In the realm of health, the desire to surround oneself with pungent fragrances traces directly to the rank odour of the unwashed human, a story that starts with sweat. Human sweat by itself barely smells at all. But the symbiotic bacteria that lives all over our bodies finds our sweat a yummy meal. Post feast, the bacteria releases molecules that we recognize as body odour. Yup. We’re smelling of bacteria poop.
Throughout human history, we weren’t aware of the bacterial cause of body odor. But we sure could smell it. And so the art of extracting fragrance from plant materials began centuries ago in ancient times in different cultures all over the world. When early alchemists began extract the “essence” of a plant (or its fragrance) into oils, they believed that these concentrated extractions were a spiritual embodiment of nature, a plant’s soul, if you like.

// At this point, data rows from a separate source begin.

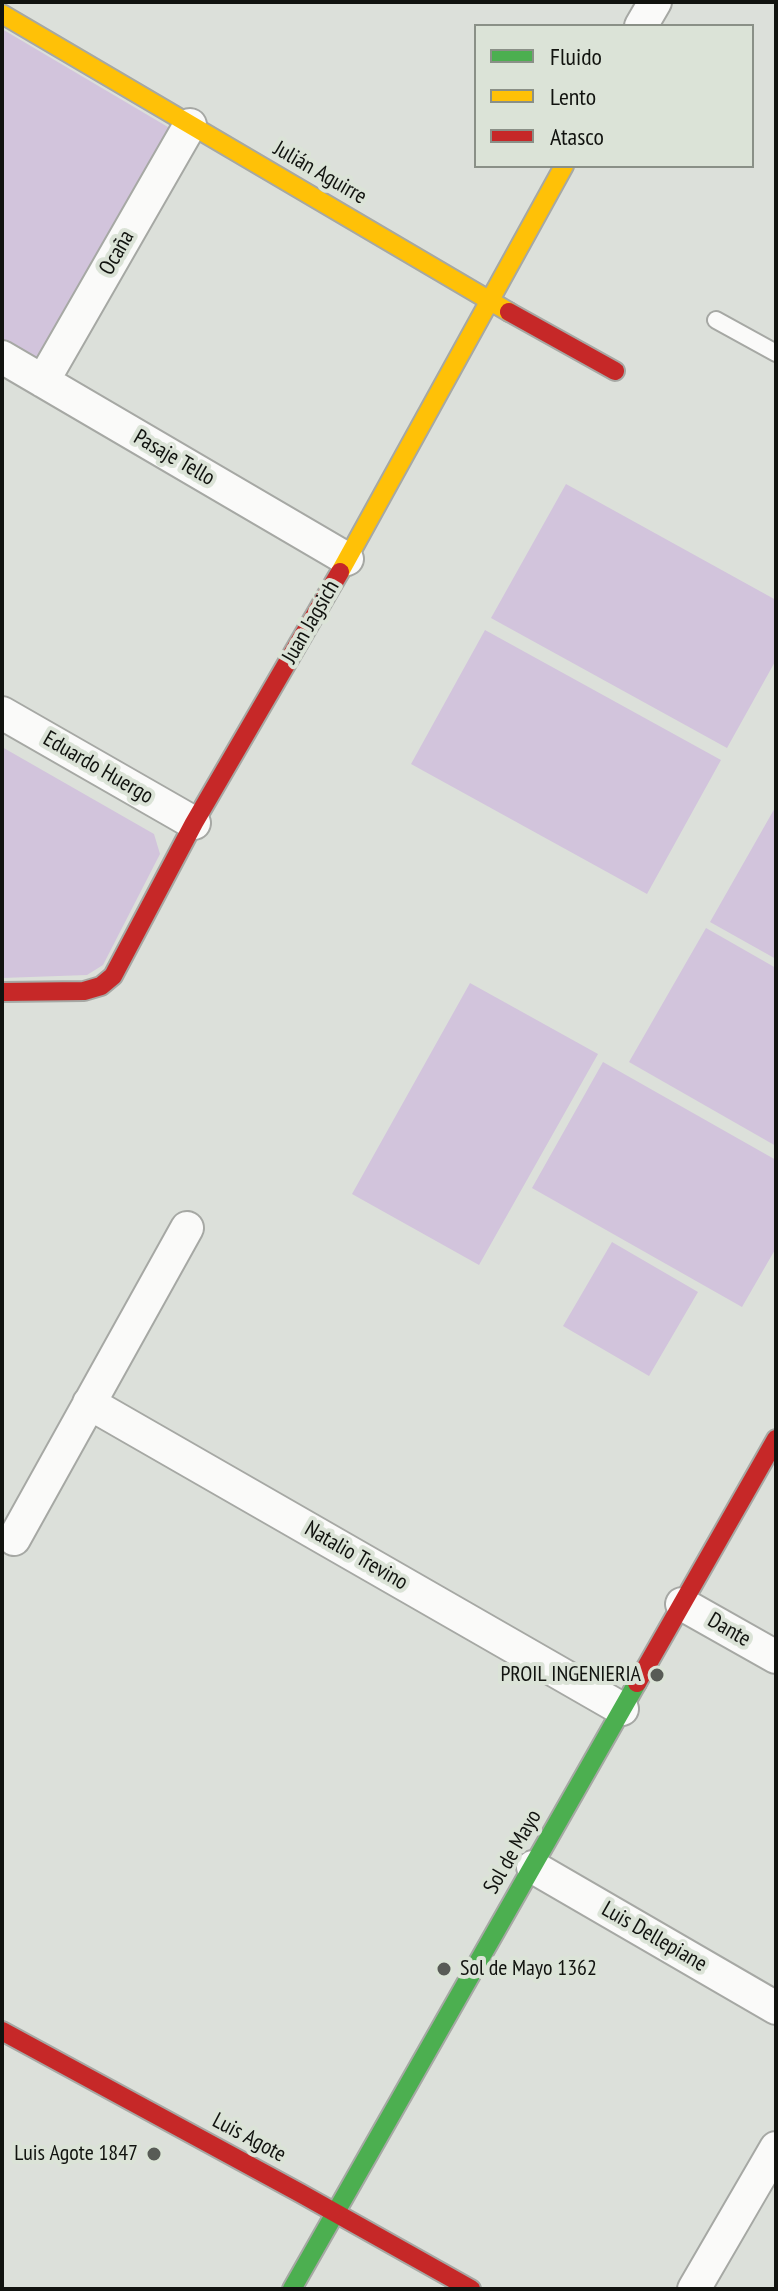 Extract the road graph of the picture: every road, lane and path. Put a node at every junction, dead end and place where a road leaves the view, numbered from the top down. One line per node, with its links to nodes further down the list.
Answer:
1 (2, 14): 2 (street, Julián Aguirre)
2 (190, 125): 4 (street, Julián Aguirre); 9 (street, Ocaña)
3 (563, 168): 4 (street, Juan Jagsich)
4 (490, 301): 8 (street, Julián Aguirre); 10 (street, Juan Jagsich)
5 (716, 320): 6 (lane)
6 (776, 353)
7 (2, 357): 9 (street, Pasaje Tello)
8 (615, 371)
9 (43, 381): 10 (street, Pasaje Tello)
10 (347, 559): 12 (street, Juan Jagsich)
11 (2, 713): 12 (street, Eduardo Huergo)
12 (194, 823): 13 (street, Juan Jagsich)
13 (2, 992)
14 (187, 1228): 15 (street)
15 (89, 1403): 17 (street); 20 (street, Natalio Trevino)
16 (776, 1439): 18 (street, Sol de Mayo)
17 (14, 1539)
18 (682, 1604): 19 (street, Dante); 20 (street, Sol de Mayo)
19 (776, 1657)
20 (622, 1709): 21 (street, Sol de Mayo)
21 (533, 1867): 22 (street, Luis Dellepiane); 25 (street, Sol de Mayo)
22 (776, 2008)
23 (2, 2031): 25 (street, Luis Agote)
24 (776, 2148): 28 (street)
25 (335, 2214): 26 (street, Sol de Mayo); 27 (street, Luis Agote)
26 (292, 2289)
27 (471, 2289)
28 (694, 2289)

In Ancient China, India, Persia, Egypt, Greece and Rome, fragrances were primarily processed in oil-based infusions. Oil was pressed first from ingredients like olives. Then plants and woods were added to the oil using meticulous scale measurements and left to steep. This process is still used today by many body care makers, ourselves included. Another process used was maceration, meaning plant material was pressed to remove oils and then ground into powders which could be used on their own or combined with other ingredients to create a paste. Or there was enfleurage, in which leaves or petals were placed in a thin layer of solid fat, usually animal, which absorbed the plant’s essential oils. This was the process probably used to produce the spikenard used in the Bible to anoint Jesus.

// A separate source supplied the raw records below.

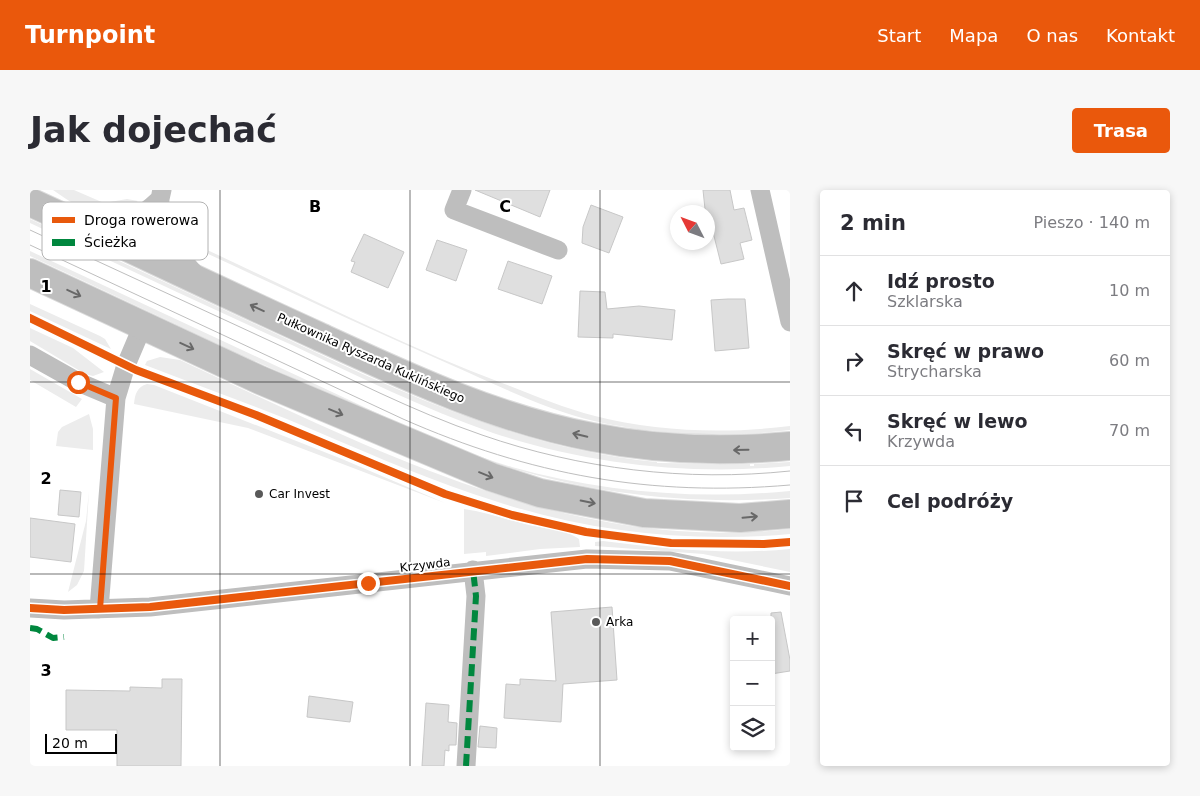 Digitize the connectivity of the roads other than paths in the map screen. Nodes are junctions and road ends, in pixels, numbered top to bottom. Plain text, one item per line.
1 (33, 190) edge
2 (462, 190) edge
3 (760, 190) edge
4 (30, 202) edge
5 (46, 202) edge
6 (42, 207) edge
7 (558, 250) dead end
8 (155, 260) edge
9 (182, 260) edge
10 (30, 273) edge
11 (204, 283) junction
12 (790, 322) edge
13 (143, 326) junction
14 (30, 355) edge
15 (116, 398) junction
16 (790, 446) edge
17 (790, 514) edge
18 (473, 570) junction
19 (790, 586) edge
20 (30, 608) edge
21 (100, 609) junction
22 (466, 766) edge

1 - 5 street
2 - 7 street
3 - 12 street
4 - 6 main road, Pułkownika Ryszarda Kuklińskiego
8 - 11 main road, Pułkownika Ryszarda Kuklińskiego
9 - 11 street
10 -> 13 main road
16 -> 11 main road, Pułkownika Ryszarda Kuklińskiego
13 - 15 street
13 -> 17 main road
14 - 15 street
15 - 21 street
18 - 19 street, Krzywda
18 - 21 street, Krzywda
18 - 22 street
20 - 21 street, Krzywda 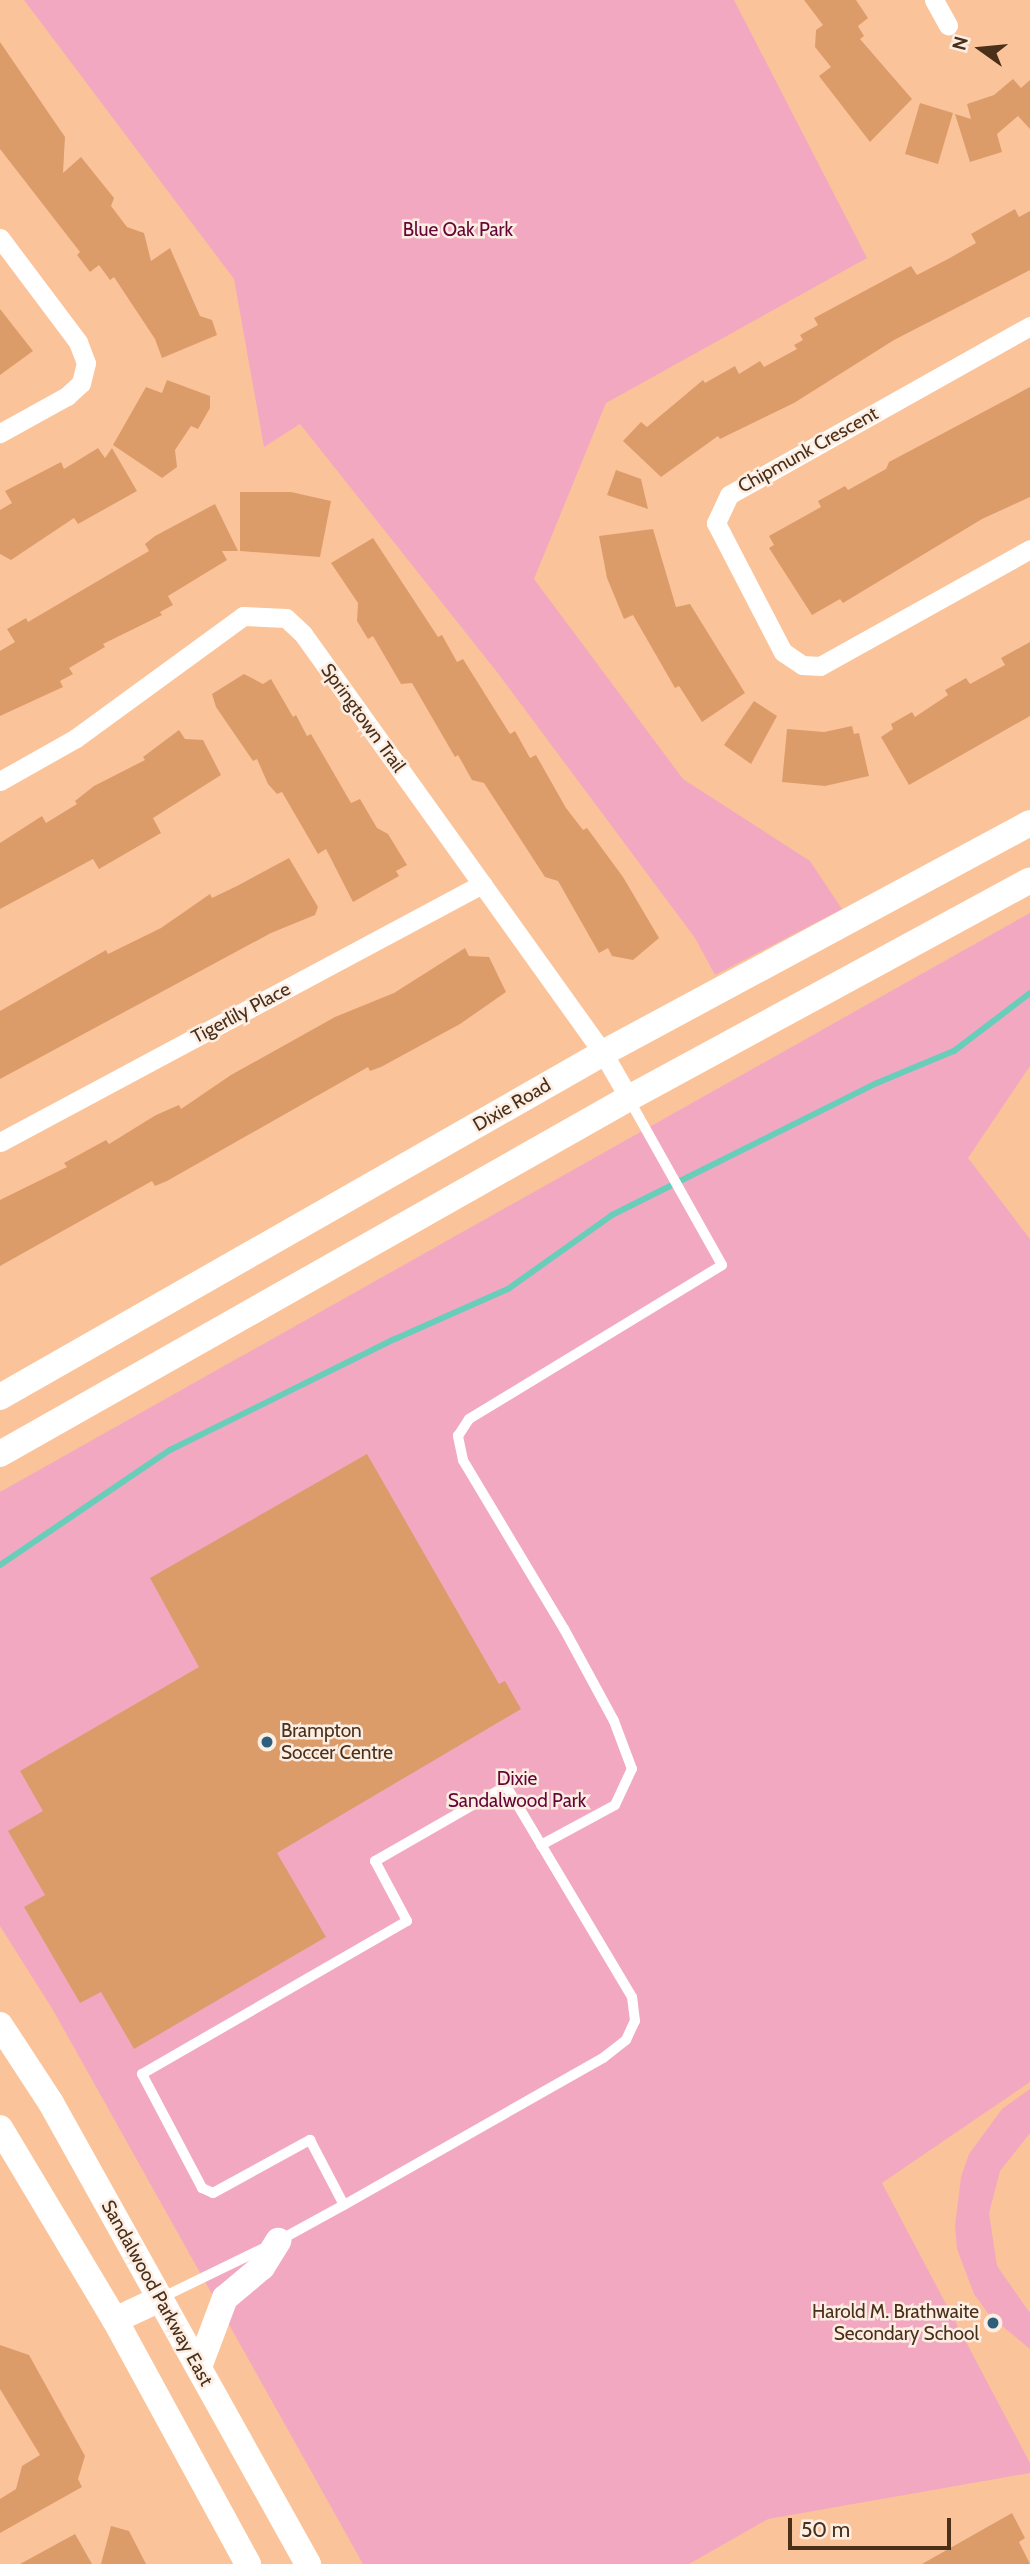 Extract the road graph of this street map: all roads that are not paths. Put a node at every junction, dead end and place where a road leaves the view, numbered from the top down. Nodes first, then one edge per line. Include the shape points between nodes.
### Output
1 (934, 0) edge
2 (948, 25) dead end
3 (0, 238) edge
4 (1030, 326) edge
5 (0, 433) edge
6 (1030, 549) edge
7 (0, 781) edge
8 (1030, 823) edge
9 (1030, 880) edge
10 (482, 884) junction
11 (603, 1053) junction
12 (629, 1098) junction
13 (0, 1142) edge
14 (0, 1397) edge
15 (0, 1454) edge
16 (541, 1845) junction
17 (0, 2025) edge
18 (0, 2128) edge
19 (344, 2205) junction
20 (278, 2241) junction
21 (160, 2299) junction
22 (115, 2320) junction
23 (199, 2367) junction
24 (248, 2564) edge
25 (308, 2564) edge

1 - 2 street
3 - 5 street via 78,342 86,363 81,383 67,396
4 - 6 street, Chipmunk Crescent via 729,495 716,523 783,652 802,665 820,666
7 - 10 street, Springtown Trail via 76,738 243,615 269,614 286,618 303,634
8 - 11 main road, Dixie Road
9 - 12 main road
10 - 11 street, Springtown Trail
10 - 13 street, Tigerlily Place
11 - 12 street, Springtown Trail
11 - 14 main road, Dixie Road
12 - 15 main road
12 - 16 lane via 722,1265 469,1419 458,1436 463,1460 564,1629 614,1721 632,1769 615,1805
16 - 19 lane via 632,1997 635,2021 626,2040
16 - 19 lane via 506,1786 375,1861 407,1921 142,2074 202,2188 213,2193 310,2140
17 - 21 main road, Sandalwood Parkway East via 51,2103
18 - 22 main road
19 - 20 lane
20 - 21 lane
20 - 23 main road via 262,2267 225,2298
21 - 22 main road
21 - 23 main road, Sandalwood Parkway East
22 - 24 main road
23 - 25 main road, Sandalwood Parkway East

Europe became a huge market for fragrance products primarily because of the belief that bathing was bad and dangerous to the health. Yup. Not making that up. It was wildly held that water’s ability to soften skin and open pores actually weakened the flesh, making it more susceptible to sickness. One of the side effects of this belief system was the development of more complex methods of perfume production, ingredients and scent dissemination. Ornamental devices continued to be developed that would mask unseemly odours, like the pomander, a spherical pendent that acted as a scent diffuser worn to purify the air wherever one walked.
Aroma jewelry is back, too, in answer to the scent sensitivity problem. Paired with fragrance oils, the jewelry brings flexibility to fragrance wearing. You can keep your scent very personal, experiencing it when you want. You can control how much fragrance you want to wear. You can still wear fragrances you love without irritating your sensitive skin. Wearing your Aroma jewelry allows you to move freely from scent-allowed to scent-free environments—just put your locket in your pocket. And should you have an aromatherapy blend that helps you stay calm, or ease a headache, this is a great way to have it quickly on hand.